Hoje em dia a depressão passa a ser um mal sofrido por milhões. O que antes era considerado "frescura", hoje é considerado uma doença. Doença essa que acaba por envolver não só a parte emocional, como também a física. Doença que monta a sua armadilha em volta da pessoa e a enreda totalmente.
Sofro de depressão desde os meus 16 anos. Na época, meus pais não admitiam a doença e, psicólogo para eles era aquele que não tinha mais o que fazer. Só quem sofre dessa doença sabe como a ajuda profissional é necessária. Não só os remédios, mas também a terapia.
Entrei em algumas comunidades do orkut que lutam contra a depressão e me senti "em casa". Como foi bom saber que o fato de eu não conseguir trabalhar, por não ter forças de assumir compromissos, milhares de pessoas sofrem. O meu pensamento sobre a morte não é tão incomum.
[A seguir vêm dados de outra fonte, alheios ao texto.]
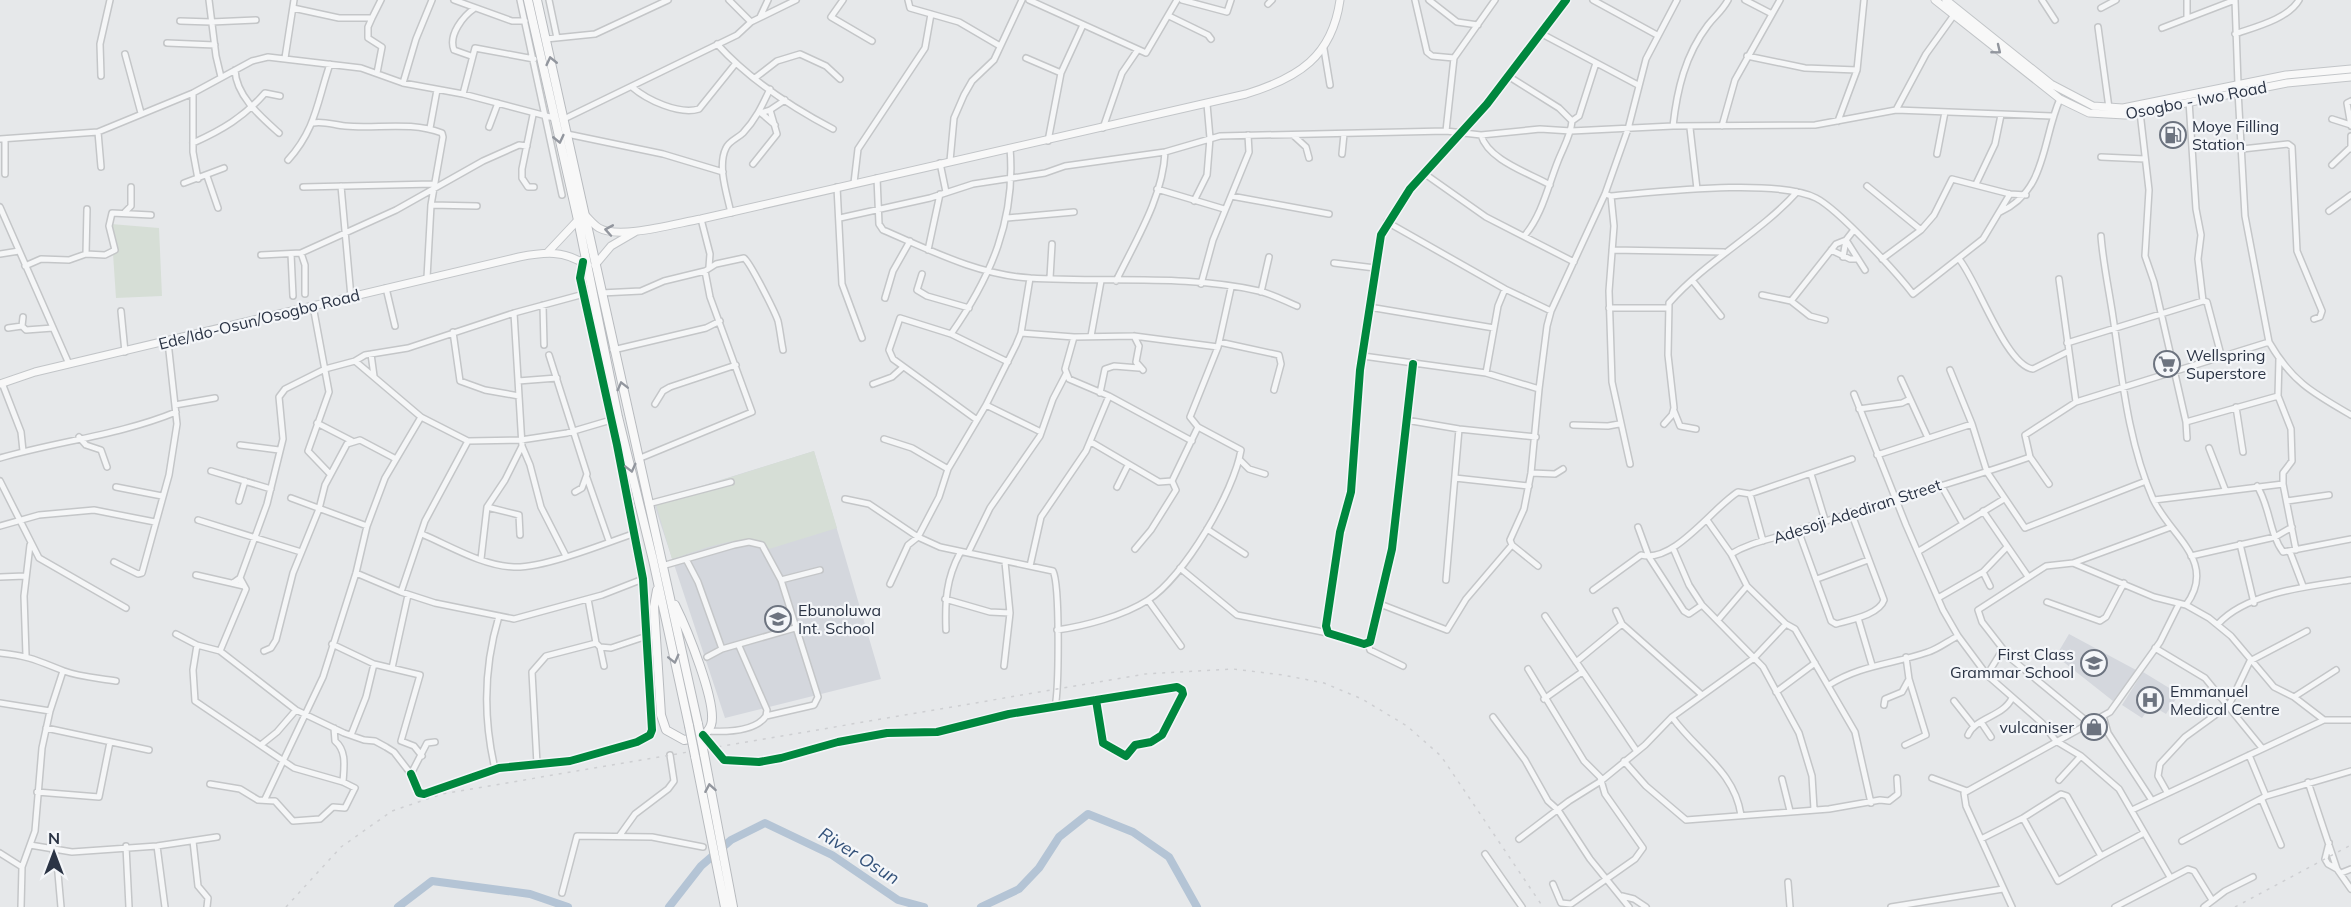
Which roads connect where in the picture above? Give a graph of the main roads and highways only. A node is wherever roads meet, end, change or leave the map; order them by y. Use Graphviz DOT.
graph roads {
  1 [pos="537,0"];
  2 [pos="1340,0"];
  3 [pos="1935,0"];
  4 [pos="1946,0"];
  5 [pos="527,5"];
  6 [pos="2351,69"];
  7 [pos="2351,76"];
  8 [pos="2238,87"];
  9 [pos="582,218"];
  10 [pos="637,231"];
  11 [pos="548,252"];
  12 [pos="588,264"];
  13 [pos="1,383"];
  14 [pos="657,583"];
  15 [pos="668,591"];
  16 [pos="712,823"];
  17 [pos="723,881"];
  18 [pos="725,907"];
  19 [pos="733,907"];
  9 -- 1 [label="highway, one-way"];
  2 -- 10 [label="main road"];
  3 -- 8 [label="main road, Osogbo - Iwo Road, one-way"];
  4 -- 8 [label="main road, Osogbo - Iwo Road"];
  5 -- 9 [label="highway, one-way"];
  6 -- 8 [label="main road, Osogbo - Iwo Road"];
  7 -- 8 [label="main road, Osogbo - Iwo Road"];
  10 -- 9 [label="main road, one-way"];
  9 -- 11 [label="main road"];
  9 -- 12 [label="highway"];
  10 -- 12 [label="main road"];
  11 -- 12 [label="main road"];
  11 -- 13 [label="main road, Ede/Ido-Osun/Osogbo Road"];
  12 -- 14 [label="highway, one-way"];
  15 -- 12 [label="highway, one-way"];
  14 -- 15 [label="highway"];
  14 -- 16 [label="highway, one-way, bridge"];
  16 -- 15 [label="highway, one-way, bridge"];
  16 -- 17 [label="highway"];
  17 -- 18 [label="highway"];
  17 -- 19 [label="highway"];
}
E o preconceito por ser depressiva, não o sofro sozinha.
Quando a depressão vem, a primeira coisa que acontece é eu deixar de fazer as coisas que mais adoro: ler, ver TV, ouvir música. A família fica de lado, o que me deixa um sentimento de culpa e impotência. Fico arrasada emocionalmente, tenho crises de choro e minha estima fica a zero. Fisicamente (o que acontece ao mesmo tempo) fico dias sem dormir, não tenho apetite e minha imunidade fica baixa. Muitas vezes, por causa do mal estar físico, fico semanas de cama. E o pior: sem fazer nada. Já tomei remédios, já fiz terapia. Mas o organismo se acostumou às drogas e a terapia, após algum tempo, não faz mais sentido. Aliás, levantar-se, vestir-se e ir até o terapeuta é que é o problema.
Hoje em dia consigo "controlar" melhor as crises de depressão. Fazer trabalho voluntário, manter o blog ajuda muito. Mas sei, infelizmente, que não há cura. Que terei de conviver com ela até o fim. Que os remédios , a terapia são paliativos. Na verdade, a fé e a esperança é que são os verdadeiros remédios que aliviam. Não só a fé religiosa, mas a fé nas pessoas, nos entes queridos que te cercam. E a esperança de passar o dia normalmente, e não "jogada" na cama.
Depressão para mim (e muitos outros) significa viver um dia de cada vez. Esquecer o fracasso de ontem e não idealizar o amanhã. Simplesmente viver o hoje.